*** Data provided Section Begins ***

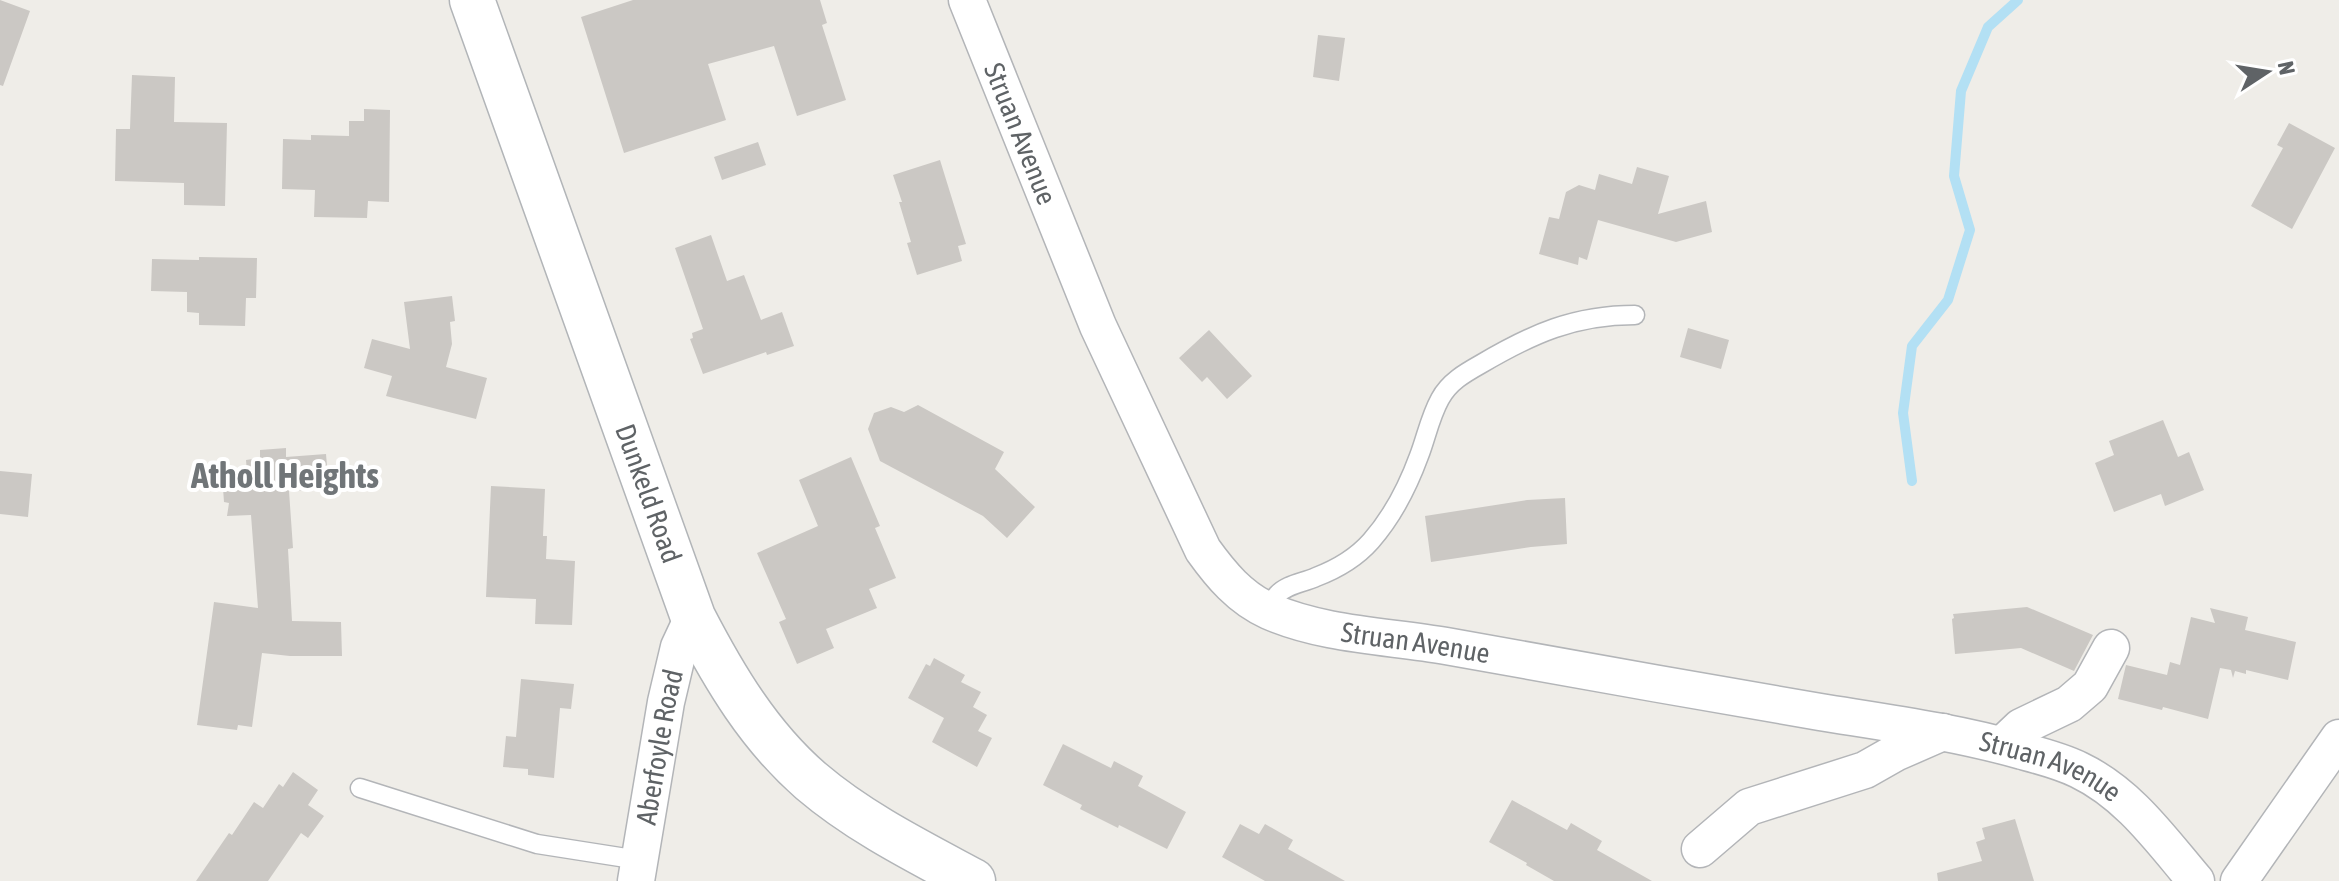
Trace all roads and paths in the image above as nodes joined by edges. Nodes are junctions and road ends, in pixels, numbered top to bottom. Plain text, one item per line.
1 (472, 0) edge
2 (967, 0) edge
3 (1635, 315) dead end
4 (1267, 610) junction
5 (693, 617) junction
6 (2111, 648) dead end
7 (1943, 732) junction
8 (2339, 738) edge
9 (2002, 745) junction
10 (360, 788) dead end
11 (1700, 849) dead end
12 (637, 870) edge
13 (973, 881) edge
14 (2196, 881) edge
15 (2239, 881) edge

1 - 5 main road, Dunkeld Road
2 - 4 street, Struan Avenue
3 - 4 lane
4 - 7 street, Struan Avenue
5 - 12 street, Aberfoyle Road
5 - 13 main road, Dunkeld Road
6 - 9 street
7 - 9 street, Struan Avenue
7 - 11 street
8 - 15 street
9 - 14 street, Struan Avenue
10 - 12 lane

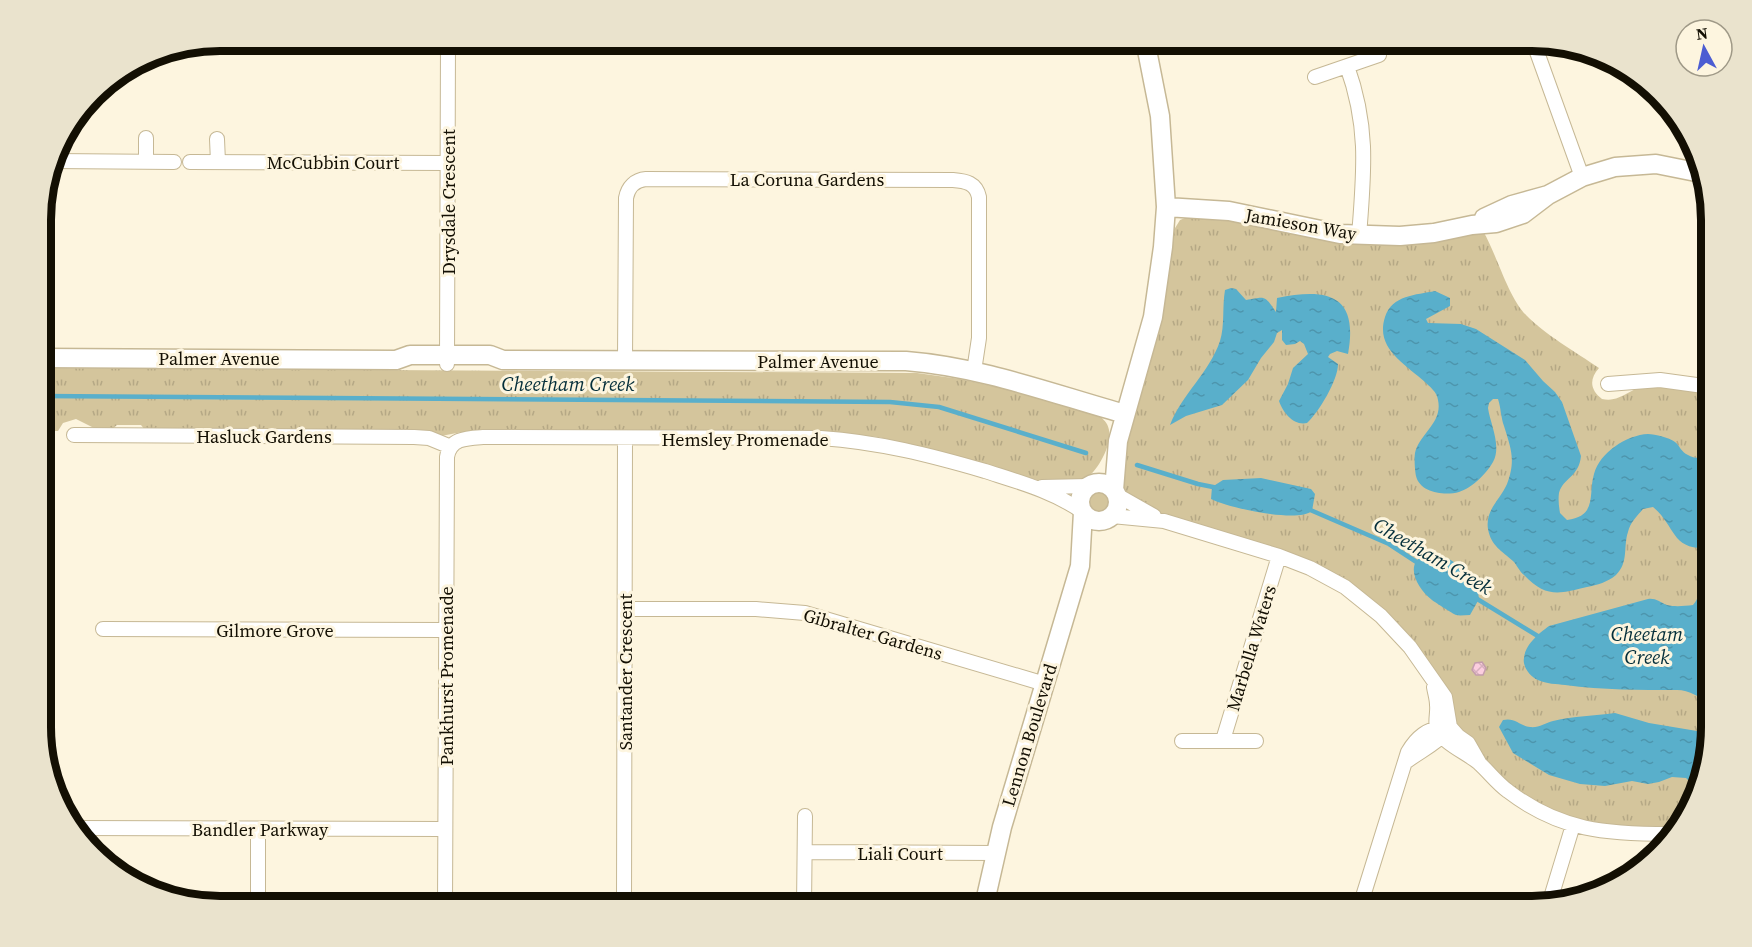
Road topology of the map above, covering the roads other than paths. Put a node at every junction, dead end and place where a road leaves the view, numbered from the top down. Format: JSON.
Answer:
{"nodes":[{"id":1,"x":448,"y":51,"type":"edge"},
{"id":2,"x":1147,"y":51,"type":"edge"},
{"id":3,"x":1537,"y":51,"type":"edge"},
{"id":4,"x":1379,"y":55,"type":"dead end"},
{"id":5,"x":1347,"y":66,"type":"junction"},
{"id":6,"x":1315,"y":76,"type":"dead end"},
{"id":7,"x":146,"y":138,"type":"dead end"},
{"id":8,"x":218,"y":139,"type":"dead end"},
{"id":9,"x":62,"y":161,"type":"edge"},
{"id":10,"x":146,"y":162,"type":"junction"},
{"id":11,"x":174,"y":162,"type":"dead end"},
{"id":12,"x":190,"y":162,"type":"dead end"},
{"id":13,"x":218,"y":162,"type":"junction"},
{"id":14,"x":448,"y":163,"type":"junction"},
{"id":15,"x":1693,"y":171,"type":"edge"},
{"id":16,"x":1582,"y":177,"type":"junction"},
{"id":17,"x":1166,"y":207,"type":"junction"},
{"id":18,"x":1359,"y":236,"type":"junction"},
{"id":19,"x":51,"y":358,"type":"edge"},
{"id":20,"x":447,"y":360,"type":"junction"},
{"id":21,"x":625,"y":360,"type":"junction"},
{"id":22,"x":974,"y":371,"type":"junction"},
{"id":23,"x":1608,"y":384,"type":"dead end"},
{"id":24,"x":1701,"y":386,"type":"edge"},
{"id":25,"x":1125,"y":414,"type":"junction"},
{"id":26,"x":75,"y":435,"type":"dead end"},
{"id":27,"x":625,"y":438,"type":"junction"},
{"id":28,"x":1118,"y":441,"type":"junction"},
{"id":29,"x":451,"y":447,"type":"junction"},
{"id":30,"x":1091,"y":485,"type":"junction"},
{"id":31,"x":1037,"y":487,"type":"junction"},
{"id":32,"x":1116,"y":493,"type":"junction"},
{"id":33,"x":1083,"y":512,"type":"junction"},
{"id":34,"x":1110,"y":518,"type":"junction"},
{"id":35,"x":1164,"y":521,"type":"junction"},
{"id":36,"x":1279,"y":556,"type":"junction"},
{"id":37,"x":1080,"y":566,"type":"junction"},
{"id":38,"x":625,"y":609,"type":"junction"},
{"id":39,"x":103,"y":629,"type":"dead end"},
{"id":40,"x":447,"y":630,"type":"junction"},
{"id":41,"x":1045,"y":684,"type":"junction"},
{"id":42,"x":1443,"y":731,"type":"junction"},
{"id":43,"x":1223,"y":740,"type":"junction"},
{"id":44,"x":1182,"y":741,"type":"dead end"},
{"id":45,"x":1257,"y":741,"type":"dead end"},
{"id":46,"x":805,"y":816,"type":"dead end"},
{"id":47,"x":1573,"y":825,"type":"junction"},
{"id":48,"x":85,"y":828,"type":"edge"},
{"id":49,"x":258,"y":829,"type":"junction"},
{"id":50,"x":445,"y":829,"type":"junction"},
{"id":51,"x":1662,"y":834,"type":"edge"},
{"id":52,"x":804,"y":852,"type":"junction"},
{"id":53,"x":995,"y":853,"type":"junction"},
{"id":54,"x":1552,"y":895,"type":"edge"},
{"id":55,"x":258,"y":896,"type":"edge"},
{"id":56,"x":445,"y":896,"type":"edge"},
{"id":57,"x":624,"y":896,"type":"edge"},
{"id":58,"x":804,"y":896,"type":"edge"},
{"id":59,"x":990,"y":896,"type":"edge"},
{"id":60,"x":1363,"y":896,"type":"edge"}],
"edges":[{"from":1,"to":14,"type":"street","name":"Drysdale Crescent"},
{"from":2,"to":17,"type":"street"},
{"from":3,"to":16,"type":"street"},
{"from":4,"to":5,"type":"street"},
{"from":5,"to":6,"type":"street"},
{"from":5,"to":18,"type":"street"},
{"from":7,"to":10,"type":"street"},
{"from":8,"to":13,"type":"street"},
{"from":9,"to":10,"type":"street"},
{"from":10,"to":11,"type":"street"},
{"from":12,"to":13,"type":"street","name":"McCubbin Court"},
{"from":13,"to":14,"type":"street","name":"McCubbin Court"},
{"from":14,"to":20,"type":"street","name":"Drysdale Crescent"},
{"from":15,"to":16,"type":"street","name":"Jamieson Way"},
{"from":16,"to":18,"type":"street","name":"Jamieson Way"},
{"from":17,"to":18,"type":"street","name":"Jamieson Way"},
{"from":17,"to":25,"type":"street"},
{"from":19,"to":20,"type":"street","name":"Palmer Avenue"},
{"from":20,"to":21,"type":"street","name":"Palmer Avenue"},
{"from":21,"to":22,"type":"street","name":"Palmer Avenue"},
{"from":21,"to":22,"type":"street","name":"La Coruna Gardens"},
{"from":22,"to":25,"type":"street","name":"Palmer Avenue"},
{"from":23,"to":24,"type":"street"},
{"from":25,"to":28,"type":"street"},
{"from":26,"to":29,"type":"street","name":"Hasluck Gardens"},
{"from":27,"to":29,"type":"street","name":"Hemsley Promenade"},
{"from":27,"to":31,"type":"street","name":"Hemsley Promenade"},
{"from":27,"to":38,"type":"street","name":"Santander Crescent"},
{"from":28,"to":30,"type":"street"},
{"from":28,"to":32,"type":"street"},
{"from":29,"to":40,"type":"street","name":"Pankhurst Promenade"},
{"from":30,"to":31,"type":"street","name":"Hemsley Promenade"},
{"from":30,"to":32,"type":"street"},
{"from":30,"to":33,"type":"street"},
{"from":31,"to":33,"type":"street","name":"Hemsley Promenade"},
{"from":32,"to":34,"type":"street"},
{"from":32,"to":35,"type":"street"},
{"from":33,"to":34,"type":"street"},
{"from":33,"to":37,"type":"street","name":"Lennon Boulevard"},
{"from":34,"to":35,"type":"street"},
{"from":34,"to":37,"type":"street","name":"Lennon Boulevard"},
{"from":35,"to":36,"type":"street"},
{"from":36,"to":42,"type":"street"},
{"from":36,"to":43,"type":"street","name":"Marbella Waters"},
{"from":37,"to":41,"type":"street","name":"Lennon Boulevard"},
{"from":38,"to":41,"type":"street","name":"Gibralter Gardens"},
{"from":38,"to":57,"type":"street","name":"Santander Crescent"},
{"from":39,"to":40,"type":"street","name":"Gilmore Grove"},
{"from":40,"to":50,"type":"street","name":"Pankhurst Promenade"},
{"from":41,"to":53,"type":"street","name":"Lennon Boulevard"},
{"from":42,"to":47,"type":"street"},
{"from":42,"to":60,"type":"street"},
{"from":43,"to":44,"type":"street","name":"Marbella Waters"},
{"from":43,"to":45,"type":"street","name":"Marbella Waters"},
{"from":46,"to":52,"type":"street"},
{"from":47,"to":51,"type":"street"},
{"from":47,"to":54,"type":"street"},
{"from":48,"to":49,"type":"street","name":"Bandler Parkway"},
{"from":49,"to":50,"type":"street","name":"Bandler Parkway"},
{"from":49,"to":55,"type":"street"},
{"from":50,"to":56,"type":"street","name":"Pankhurst Promenade"},
{"from":52,"to":53,"type":"street","name":"Liali Court"},
{"from":52,"to":58,"type":"street"},
{"from":53,"to":59,"type":"street","name":"Lennon Boulevard"}]}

*** Data provided Section Ends ***

Search the data for "Court". Copy every line that has it.

{"from":12,"to":13,"type":"street","name":"McCubbin Court"},
{"from":13,"to":14,"type":"street","name":"McCubbin Court"},
{"from":52,"to":53,"type":"street","name":"Liali Court"},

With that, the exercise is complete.